The deal should benefit from AT&T’s increased capital spending as part of a 25-year contract it was awarded last March to build out a nationwide broadband network for emergency first responders. The work for the U.S. Department of Commerce’s First Respondent Network Authority (FirstNet) will require new equipment of between 40,000-50,000 tower sites, boosting growth and cash flow to operators such as SBA.

Moody’s estimates an annualized net cash flow run rate of $709 million, above Fitch’s estimate of $684.5 million. In its NCF analysis, Fitch notes an adjustment of $6.4 million based on the churn from the non-renewal of Sprint Corp. leases (19.9% of the lease pool) as it reconfigures LTE coverage on towers currently operating its outgoing iDEN (Nextel National) network.

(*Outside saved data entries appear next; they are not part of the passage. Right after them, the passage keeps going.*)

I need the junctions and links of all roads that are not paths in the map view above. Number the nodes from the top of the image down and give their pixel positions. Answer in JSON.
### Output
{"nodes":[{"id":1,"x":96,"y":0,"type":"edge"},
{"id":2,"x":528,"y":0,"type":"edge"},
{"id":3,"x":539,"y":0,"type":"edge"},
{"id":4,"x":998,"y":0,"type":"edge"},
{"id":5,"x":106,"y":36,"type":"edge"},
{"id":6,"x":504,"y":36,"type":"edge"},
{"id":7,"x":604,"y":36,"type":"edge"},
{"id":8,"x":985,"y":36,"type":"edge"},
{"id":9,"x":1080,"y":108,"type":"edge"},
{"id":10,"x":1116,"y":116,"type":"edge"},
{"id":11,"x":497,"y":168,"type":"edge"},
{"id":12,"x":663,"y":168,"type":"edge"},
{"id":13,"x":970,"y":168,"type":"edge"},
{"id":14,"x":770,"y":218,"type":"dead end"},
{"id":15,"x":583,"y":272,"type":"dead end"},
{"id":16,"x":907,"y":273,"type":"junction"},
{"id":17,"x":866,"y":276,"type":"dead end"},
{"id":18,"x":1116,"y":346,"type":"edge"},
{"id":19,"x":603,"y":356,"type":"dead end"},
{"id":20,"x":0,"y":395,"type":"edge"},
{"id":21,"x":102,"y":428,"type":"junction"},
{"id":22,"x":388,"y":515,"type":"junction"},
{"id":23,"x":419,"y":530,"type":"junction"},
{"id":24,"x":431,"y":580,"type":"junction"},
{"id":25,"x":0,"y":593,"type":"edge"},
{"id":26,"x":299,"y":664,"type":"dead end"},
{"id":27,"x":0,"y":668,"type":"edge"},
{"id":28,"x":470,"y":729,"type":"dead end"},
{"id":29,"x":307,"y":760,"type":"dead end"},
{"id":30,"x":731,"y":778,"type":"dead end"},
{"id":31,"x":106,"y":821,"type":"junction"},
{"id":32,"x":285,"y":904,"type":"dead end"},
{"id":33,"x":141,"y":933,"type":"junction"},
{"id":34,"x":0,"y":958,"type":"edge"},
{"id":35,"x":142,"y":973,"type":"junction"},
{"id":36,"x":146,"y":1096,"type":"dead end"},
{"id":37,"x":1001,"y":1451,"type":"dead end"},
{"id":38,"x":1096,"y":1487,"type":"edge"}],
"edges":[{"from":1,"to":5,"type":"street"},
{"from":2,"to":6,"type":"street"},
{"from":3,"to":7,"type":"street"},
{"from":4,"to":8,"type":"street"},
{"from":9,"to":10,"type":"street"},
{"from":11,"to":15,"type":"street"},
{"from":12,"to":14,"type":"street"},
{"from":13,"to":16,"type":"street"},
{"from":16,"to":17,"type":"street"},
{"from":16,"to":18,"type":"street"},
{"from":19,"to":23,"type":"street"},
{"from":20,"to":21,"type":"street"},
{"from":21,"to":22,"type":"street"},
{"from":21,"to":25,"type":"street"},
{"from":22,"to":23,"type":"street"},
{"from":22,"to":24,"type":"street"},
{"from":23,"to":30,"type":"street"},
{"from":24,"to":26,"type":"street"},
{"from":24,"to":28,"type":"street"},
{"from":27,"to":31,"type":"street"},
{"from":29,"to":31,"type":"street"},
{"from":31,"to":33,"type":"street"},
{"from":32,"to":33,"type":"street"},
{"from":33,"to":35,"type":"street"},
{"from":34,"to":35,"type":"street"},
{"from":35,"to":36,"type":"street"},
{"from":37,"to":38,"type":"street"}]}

Verizon leases make up 18.9% of annualized run rate revenue (ARRR), followed by T-Mobile’s 18.7%, in the 2018-1C series.

SBA owns and operates about 28,000 wireless sites globally with 50,000 tenant leases.

The 1.54% credit enhancement on the notes is unchanged from prior note issues through the trust. The master trust’s existing capital structure will total $4.79 billion after the issuance, including $73.7 million in horizontal credit-risk retention. About $33.7 million of that came in the latest issue, representing a 5% share of the fair market value of the 2018-1C note series.

Barclays is the underwriter and structuring agent on the transaction.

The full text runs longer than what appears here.